What lines of the data hold the string "Baltazar"? Copy them all.

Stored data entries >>
--- START ---
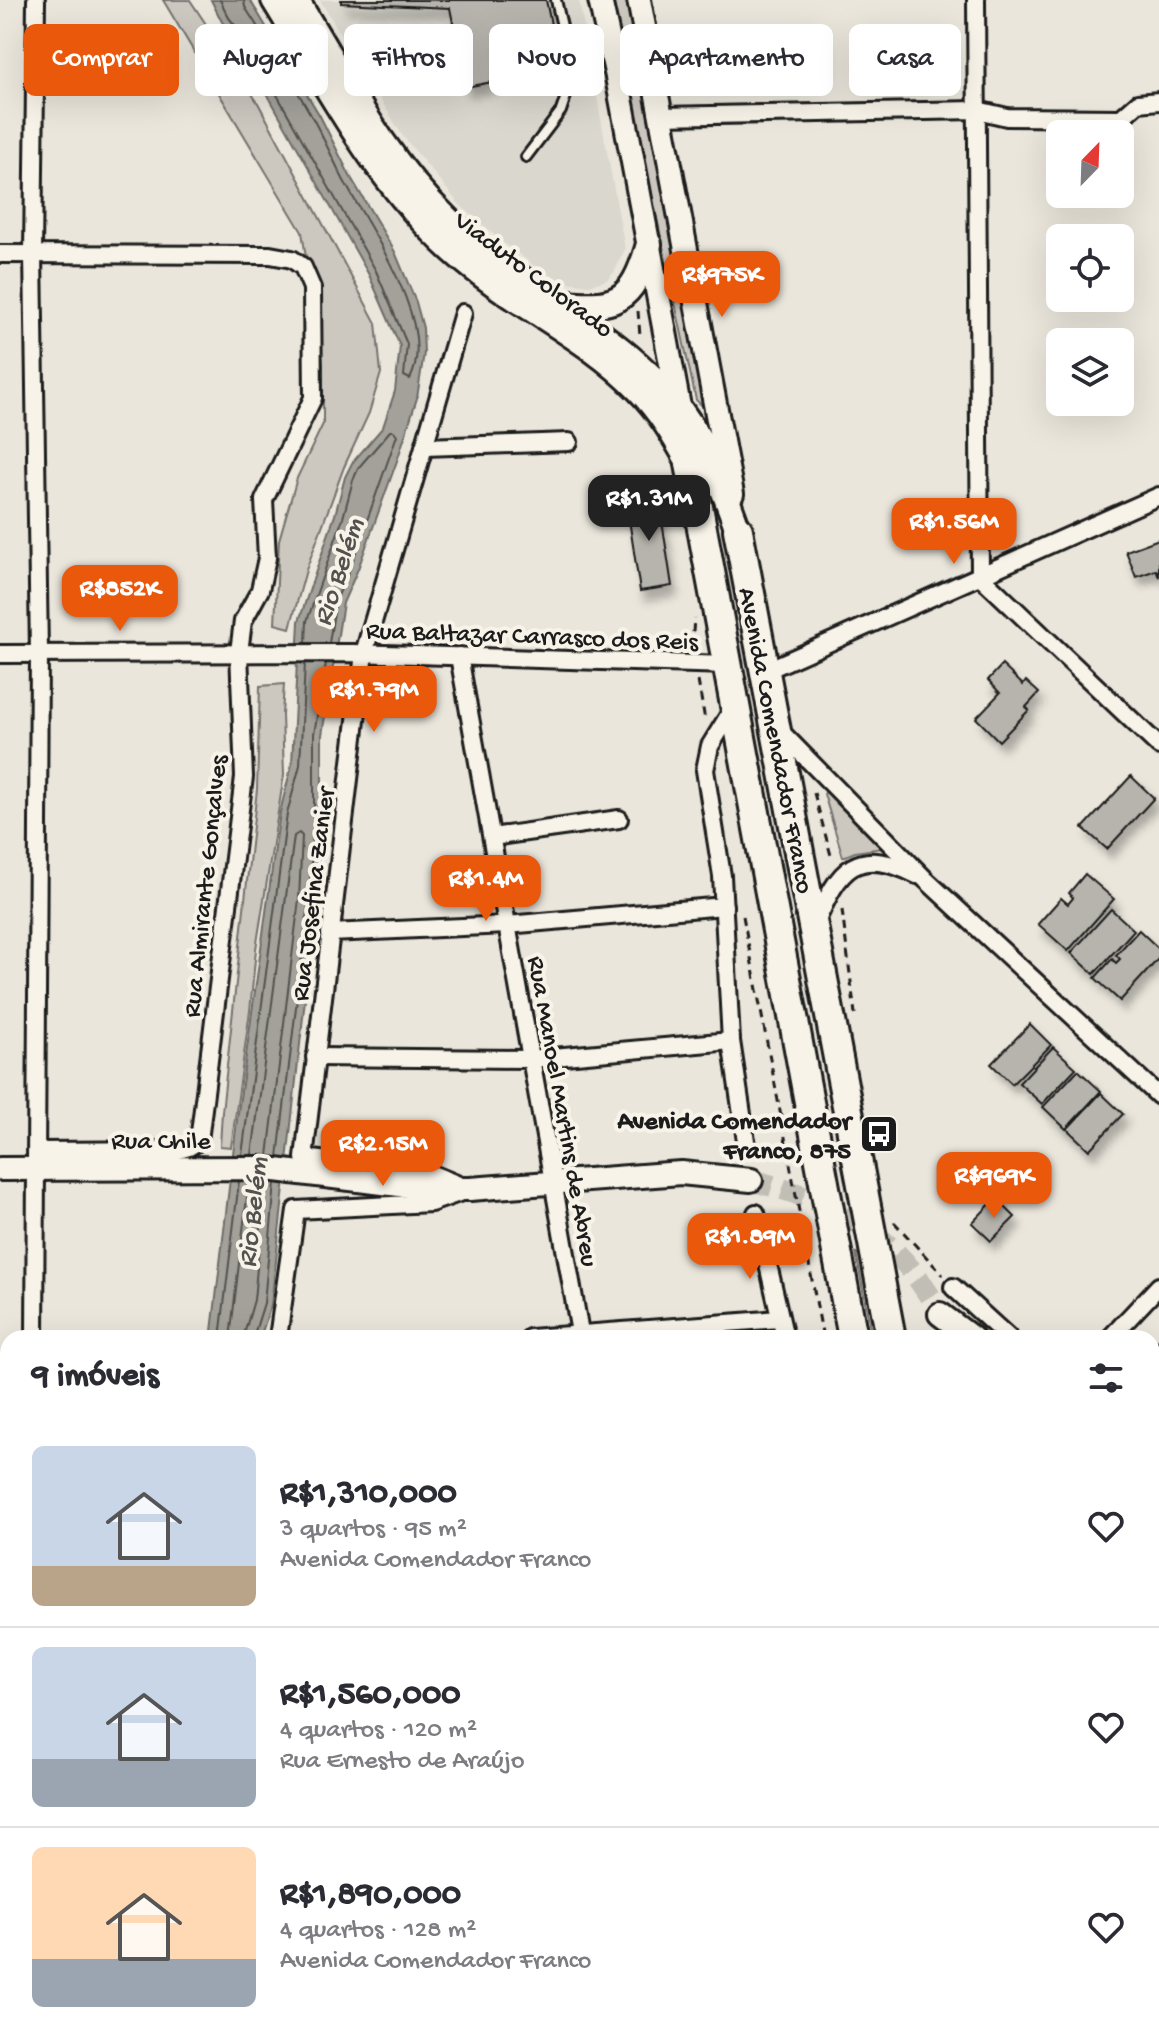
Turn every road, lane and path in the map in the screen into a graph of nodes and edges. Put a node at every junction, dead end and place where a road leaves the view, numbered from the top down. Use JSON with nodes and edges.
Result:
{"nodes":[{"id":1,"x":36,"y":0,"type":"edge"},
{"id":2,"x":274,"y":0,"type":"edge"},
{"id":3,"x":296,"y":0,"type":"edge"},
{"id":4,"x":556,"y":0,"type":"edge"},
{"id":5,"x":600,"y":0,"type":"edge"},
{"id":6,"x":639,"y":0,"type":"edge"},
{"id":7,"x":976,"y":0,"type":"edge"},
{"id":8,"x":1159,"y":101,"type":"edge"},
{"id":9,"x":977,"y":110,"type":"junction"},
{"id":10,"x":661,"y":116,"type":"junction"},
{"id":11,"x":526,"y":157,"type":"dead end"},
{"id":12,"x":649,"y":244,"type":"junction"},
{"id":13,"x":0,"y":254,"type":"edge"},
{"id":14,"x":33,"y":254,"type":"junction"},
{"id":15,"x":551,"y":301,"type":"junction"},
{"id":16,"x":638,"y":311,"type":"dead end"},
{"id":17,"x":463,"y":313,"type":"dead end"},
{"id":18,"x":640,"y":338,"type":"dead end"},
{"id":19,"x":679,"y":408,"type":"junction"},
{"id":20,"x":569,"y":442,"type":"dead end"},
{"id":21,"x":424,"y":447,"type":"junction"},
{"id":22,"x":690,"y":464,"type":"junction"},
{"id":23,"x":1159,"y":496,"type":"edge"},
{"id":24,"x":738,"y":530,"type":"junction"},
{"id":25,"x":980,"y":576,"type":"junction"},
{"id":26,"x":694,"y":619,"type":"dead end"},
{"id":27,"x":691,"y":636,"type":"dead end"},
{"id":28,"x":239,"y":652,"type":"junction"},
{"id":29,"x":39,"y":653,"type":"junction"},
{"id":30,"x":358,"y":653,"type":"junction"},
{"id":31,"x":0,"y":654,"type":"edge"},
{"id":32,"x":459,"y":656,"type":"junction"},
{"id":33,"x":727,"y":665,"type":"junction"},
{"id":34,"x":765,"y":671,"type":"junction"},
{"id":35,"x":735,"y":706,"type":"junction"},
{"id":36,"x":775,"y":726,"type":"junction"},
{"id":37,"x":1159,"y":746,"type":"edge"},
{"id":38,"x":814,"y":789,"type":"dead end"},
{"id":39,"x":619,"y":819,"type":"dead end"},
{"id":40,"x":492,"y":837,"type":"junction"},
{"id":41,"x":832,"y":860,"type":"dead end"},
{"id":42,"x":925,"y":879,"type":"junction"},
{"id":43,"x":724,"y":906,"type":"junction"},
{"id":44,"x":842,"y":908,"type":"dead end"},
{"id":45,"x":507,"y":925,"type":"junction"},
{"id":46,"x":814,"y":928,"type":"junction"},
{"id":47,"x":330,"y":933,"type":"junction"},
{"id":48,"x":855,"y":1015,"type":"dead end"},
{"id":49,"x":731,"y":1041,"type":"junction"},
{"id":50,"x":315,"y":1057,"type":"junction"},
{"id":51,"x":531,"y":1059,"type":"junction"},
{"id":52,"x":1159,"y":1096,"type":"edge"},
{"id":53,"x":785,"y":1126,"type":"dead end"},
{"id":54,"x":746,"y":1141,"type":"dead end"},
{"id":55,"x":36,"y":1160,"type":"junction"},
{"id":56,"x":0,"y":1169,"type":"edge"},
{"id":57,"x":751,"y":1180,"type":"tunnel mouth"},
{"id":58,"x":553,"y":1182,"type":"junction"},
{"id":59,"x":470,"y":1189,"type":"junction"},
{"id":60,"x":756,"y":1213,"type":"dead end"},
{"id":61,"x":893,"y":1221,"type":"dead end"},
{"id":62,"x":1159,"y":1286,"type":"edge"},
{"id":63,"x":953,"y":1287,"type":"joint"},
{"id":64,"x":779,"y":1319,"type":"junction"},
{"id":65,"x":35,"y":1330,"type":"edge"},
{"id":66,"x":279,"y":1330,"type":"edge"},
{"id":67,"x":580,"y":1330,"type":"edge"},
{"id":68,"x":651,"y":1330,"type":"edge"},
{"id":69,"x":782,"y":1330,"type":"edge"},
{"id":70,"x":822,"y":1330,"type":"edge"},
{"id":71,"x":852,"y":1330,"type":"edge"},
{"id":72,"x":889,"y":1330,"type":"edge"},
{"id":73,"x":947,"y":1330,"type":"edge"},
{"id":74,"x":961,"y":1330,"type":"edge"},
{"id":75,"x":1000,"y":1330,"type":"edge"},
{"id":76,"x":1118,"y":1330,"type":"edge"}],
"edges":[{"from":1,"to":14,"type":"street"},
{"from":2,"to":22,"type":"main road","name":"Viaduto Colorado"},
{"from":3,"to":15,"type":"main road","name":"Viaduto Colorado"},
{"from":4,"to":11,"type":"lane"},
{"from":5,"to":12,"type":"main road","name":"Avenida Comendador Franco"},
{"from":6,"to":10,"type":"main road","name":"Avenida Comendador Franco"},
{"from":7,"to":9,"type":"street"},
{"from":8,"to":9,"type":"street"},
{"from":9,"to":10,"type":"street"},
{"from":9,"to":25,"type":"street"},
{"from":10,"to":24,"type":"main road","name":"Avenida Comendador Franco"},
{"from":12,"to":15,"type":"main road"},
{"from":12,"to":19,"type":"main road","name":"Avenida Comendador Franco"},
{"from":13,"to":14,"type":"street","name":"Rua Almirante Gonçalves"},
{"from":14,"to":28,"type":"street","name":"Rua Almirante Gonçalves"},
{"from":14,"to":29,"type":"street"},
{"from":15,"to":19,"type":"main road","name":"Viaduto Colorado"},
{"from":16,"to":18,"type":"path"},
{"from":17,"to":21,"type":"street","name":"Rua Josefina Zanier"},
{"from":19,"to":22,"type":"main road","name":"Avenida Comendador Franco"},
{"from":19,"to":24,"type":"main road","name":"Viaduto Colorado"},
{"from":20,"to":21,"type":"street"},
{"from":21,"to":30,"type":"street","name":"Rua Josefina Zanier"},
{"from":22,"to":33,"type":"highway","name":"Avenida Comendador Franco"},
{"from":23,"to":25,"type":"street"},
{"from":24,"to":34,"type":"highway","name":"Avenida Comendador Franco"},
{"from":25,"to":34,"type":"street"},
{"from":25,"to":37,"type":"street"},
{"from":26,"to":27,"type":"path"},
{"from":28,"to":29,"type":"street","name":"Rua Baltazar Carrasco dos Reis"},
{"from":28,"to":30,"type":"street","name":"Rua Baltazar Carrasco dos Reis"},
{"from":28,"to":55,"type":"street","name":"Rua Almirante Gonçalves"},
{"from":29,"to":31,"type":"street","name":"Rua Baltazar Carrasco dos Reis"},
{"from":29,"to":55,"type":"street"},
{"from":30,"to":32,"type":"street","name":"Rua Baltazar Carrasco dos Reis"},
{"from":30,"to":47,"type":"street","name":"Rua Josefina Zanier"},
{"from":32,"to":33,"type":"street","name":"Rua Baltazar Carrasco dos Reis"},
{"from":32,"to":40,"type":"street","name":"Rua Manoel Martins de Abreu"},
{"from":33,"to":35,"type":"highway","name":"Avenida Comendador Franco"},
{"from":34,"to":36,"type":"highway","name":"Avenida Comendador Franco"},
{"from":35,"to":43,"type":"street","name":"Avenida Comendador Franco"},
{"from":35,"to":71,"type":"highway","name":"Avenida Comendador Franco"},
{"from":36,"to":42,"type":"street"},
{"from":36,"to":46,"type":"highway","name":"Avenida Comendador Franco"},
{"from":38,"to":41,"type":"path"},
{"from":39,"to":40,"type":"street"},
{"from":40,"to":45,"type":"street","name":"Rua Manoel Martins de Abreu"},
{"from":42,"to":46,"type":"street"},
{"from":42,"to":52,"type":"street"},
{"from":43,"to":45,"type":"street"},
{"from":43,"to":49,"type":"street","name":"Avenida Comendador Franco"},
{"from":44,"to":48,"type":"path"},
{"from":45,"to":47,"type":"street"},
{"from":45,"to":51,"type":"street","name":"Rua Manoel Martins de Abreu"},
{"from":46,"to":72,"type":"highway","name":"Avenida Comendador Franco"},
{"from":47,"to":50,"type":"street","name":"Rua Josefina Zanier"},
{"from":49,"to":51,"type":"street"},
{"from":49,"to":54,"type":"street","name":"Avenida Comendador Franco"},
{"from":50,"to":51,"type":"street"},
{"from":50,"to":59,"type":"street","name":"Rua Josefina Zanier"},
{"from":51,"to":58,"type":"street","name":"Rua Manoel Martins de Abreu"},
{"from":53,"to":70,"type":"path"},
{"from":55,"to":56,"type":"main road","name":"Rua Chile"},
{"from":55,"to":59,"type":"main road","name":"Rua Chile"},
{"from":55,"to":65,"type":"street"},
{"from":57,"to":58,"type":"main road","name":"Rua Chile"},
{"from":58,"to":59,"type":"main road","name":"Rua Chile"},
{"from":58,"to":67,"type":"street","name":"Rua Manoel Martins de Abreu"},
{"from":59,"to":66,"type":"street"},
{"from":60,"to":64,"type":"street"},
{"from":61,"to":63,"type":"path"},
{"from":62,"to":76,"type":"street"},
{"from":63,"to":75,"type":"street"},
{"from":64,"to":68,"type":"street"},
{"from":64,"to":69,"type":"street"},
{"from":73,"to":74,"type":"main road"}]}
--- END ---
TASK RESULT >>
{"from":28,"to":29,"type":"street","name":"Rua Baltazar Carrasco dos Reis"},
{"from":28,"to":30,"type":"street","name":"Rua Baltazar Carrasco dos Reis"},
{"from":29,"to":31,"type":"street","name":"Rua Baltazar Carrasco dos Reis"},
{"from":30,"to":32,"type":"street","name":"Rua Baltazar Carrasco dos Reis"},
{"from":32,"to":33,"type":"street","name":"Rua Baltazar Carrasco dos Reis"},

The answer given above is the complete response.